PROBLEM TO SOLVE: Transcribe all records below exactly, without images.
───── DATASET RECORDS ─────
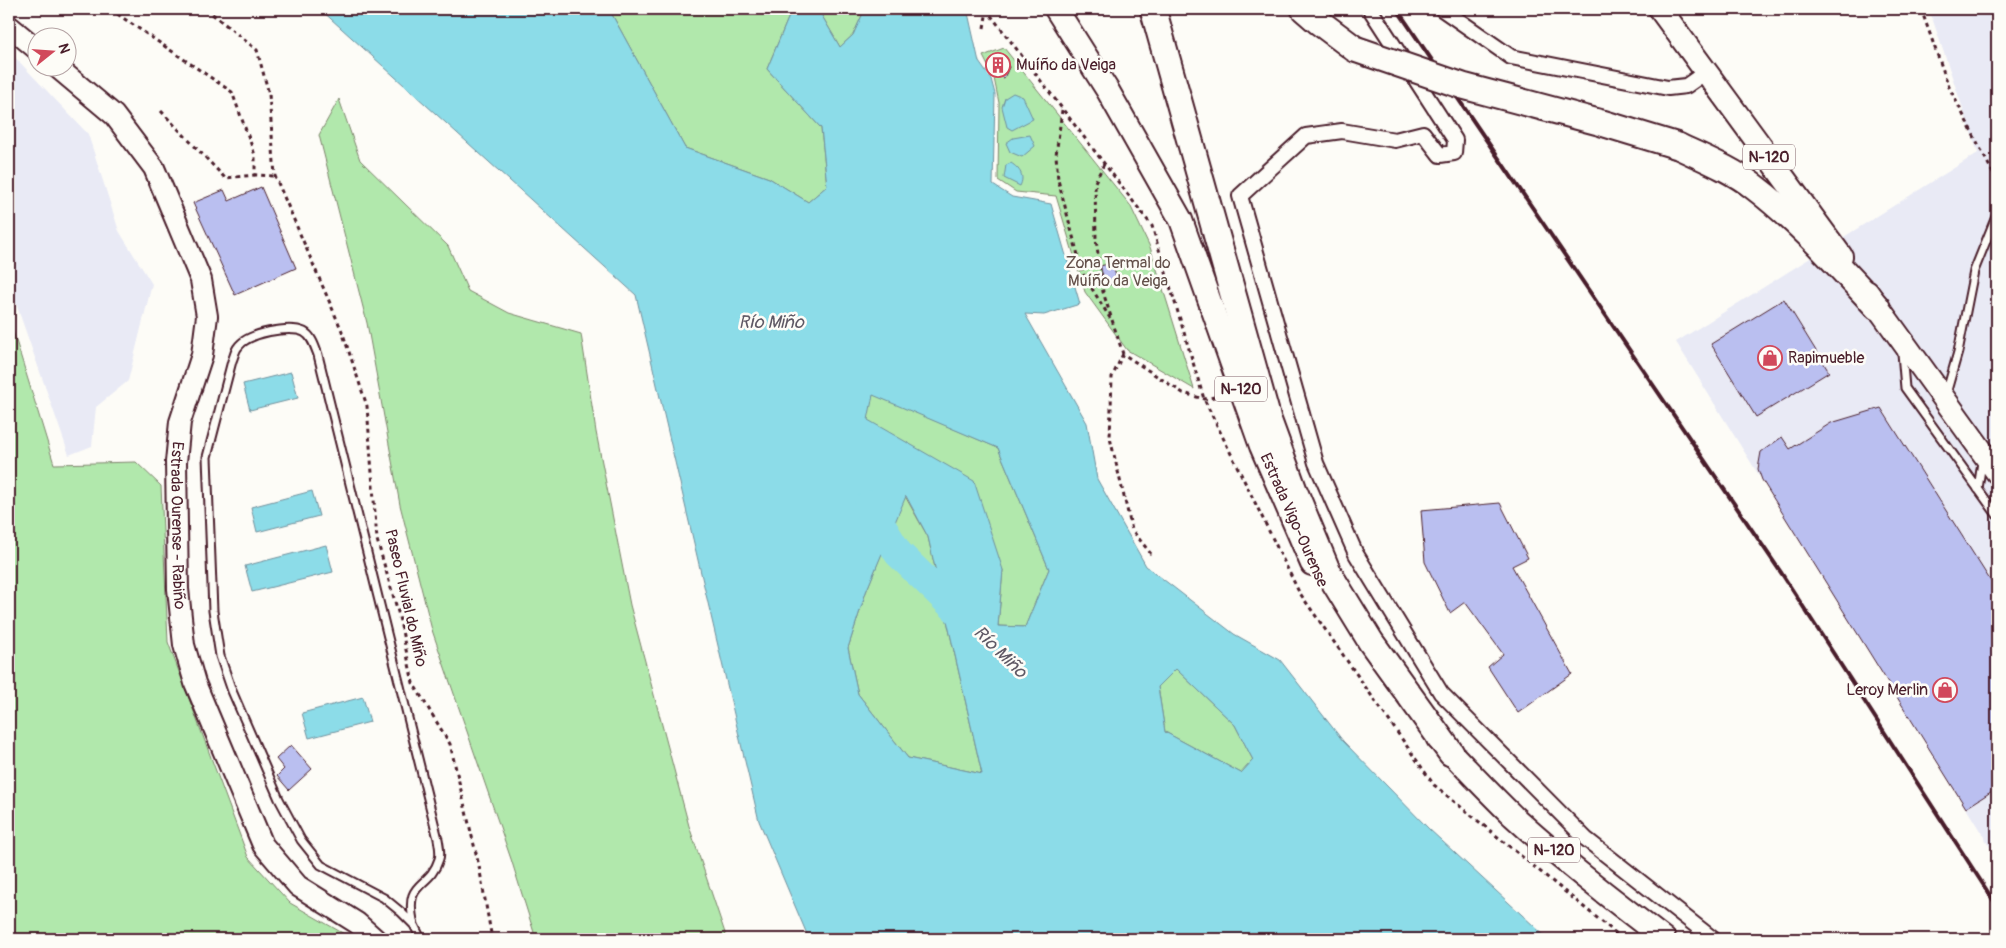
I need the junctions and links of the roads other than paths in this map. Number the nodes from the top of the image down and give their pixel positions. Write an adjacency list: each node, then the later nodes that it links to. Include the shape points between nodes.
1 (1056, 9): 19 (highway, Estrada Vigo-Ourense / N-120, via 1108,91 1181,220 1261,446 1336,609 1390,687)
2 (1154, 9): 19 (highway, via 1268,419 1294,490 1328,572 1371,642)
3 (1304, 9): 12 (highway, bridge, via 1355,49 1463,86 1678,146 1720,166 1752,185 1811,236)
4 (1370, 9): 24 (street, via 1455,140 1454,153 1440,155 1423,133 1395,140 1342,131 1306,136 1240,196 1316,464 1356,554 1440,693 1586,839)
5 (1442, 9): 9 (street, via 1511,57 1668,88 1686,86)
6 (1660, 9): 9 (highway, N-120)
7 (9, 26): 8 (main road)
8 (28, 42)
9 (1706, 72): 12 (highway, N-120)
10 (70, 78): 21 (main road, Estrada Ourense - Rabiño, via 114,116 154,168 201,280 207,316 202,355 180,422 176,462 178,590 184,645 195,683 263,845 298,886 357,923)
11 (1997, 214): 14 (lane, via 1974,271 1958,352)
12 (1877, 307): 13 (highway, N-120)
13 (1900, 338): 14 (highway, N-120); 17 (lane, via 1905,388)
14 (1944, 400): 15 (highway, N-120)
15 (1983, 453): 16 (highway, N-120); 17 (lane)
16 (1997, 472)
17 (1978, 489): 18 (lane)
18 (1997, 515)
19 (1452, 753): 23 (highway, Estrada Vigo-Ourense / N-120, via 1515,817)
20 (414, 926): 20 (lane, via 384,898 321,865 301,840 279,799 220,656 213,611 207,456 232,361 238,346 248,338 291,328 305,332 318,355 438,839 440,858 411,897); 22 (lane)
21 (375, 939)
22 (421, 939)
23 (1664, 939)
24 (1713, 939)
─────
ANSWER:
I need the junctions and links of the roads other than paths in this map. Number the nodes from the top of the image down and give their pixel positions. Write an adjacency list: each node, then the later nodes that it links to. Include the shape points between nodes.
1 (1056, 9): 19 (highway, Estrada Vigo-Ourense / N-120, via 1108,91 1181,220 1261,446 1336,609 1390,687)
2 (1154, 9): 19 (highway, via 1268,419 1294,490 1328,572 1371,642)
3 (1304, 9): 12 (highway, bridge, via 1355,49 1463,86 1678,146 1720,166 1752,185 1811,236)
4 (1370, 9): 24 (street, via 1455,140 1454,153 1440,155 1423,133 1395,140 1342,131 1306,136 1240,196 1316,464 1356,554 1440,693 1586,839)
5 (1442, 9): 9 (street, via 1511,57 1668,88 1686,86)
6 (1660, 9): 9 (highway, N-120)
7 (9, 26): 8 (main road)
8 (28, 42)
9 (1706, 72): 12 (highway, N-120)
10 (70, 78): 21 (main road, Estrada Ourense - Rabiño, via 114,116 154,168 201,280 207,316 202,355 180,422 176,462 178,590 184,645 195,683 263,845 298,886 357,923)
11 (1997, 214): 14 (lane, via 1974,271 1958,352)
12 (1877, 307): 13 (highway, N-120)
13 (1900, 338): 14 (highway, N-120); 17 (lane, via 1905,388)
14 (1944, 400): 15 (highway, N-120)
15 (1983, 453): 16 (highway, N-120); 17 (lane)
16 (1997, 472)
17 (1978, 489): 18 (lane)
18 (1997, 515)
19 (1452, 753): 23 (highway, Estrada Vigo-Ourense / N-120, via 1515,817)
20 (414, 926): 20 (lane, via 384,898 321,865 301,840 279,799 220,656 213,611 207,456 232,361 238,346 248,338 291,328 305,332 318,355 438,839 440,858 411,897); 22 (lane)
21 (375, 939)
22 (421, 939)
23 (1664, 939)
24 (1713, 939)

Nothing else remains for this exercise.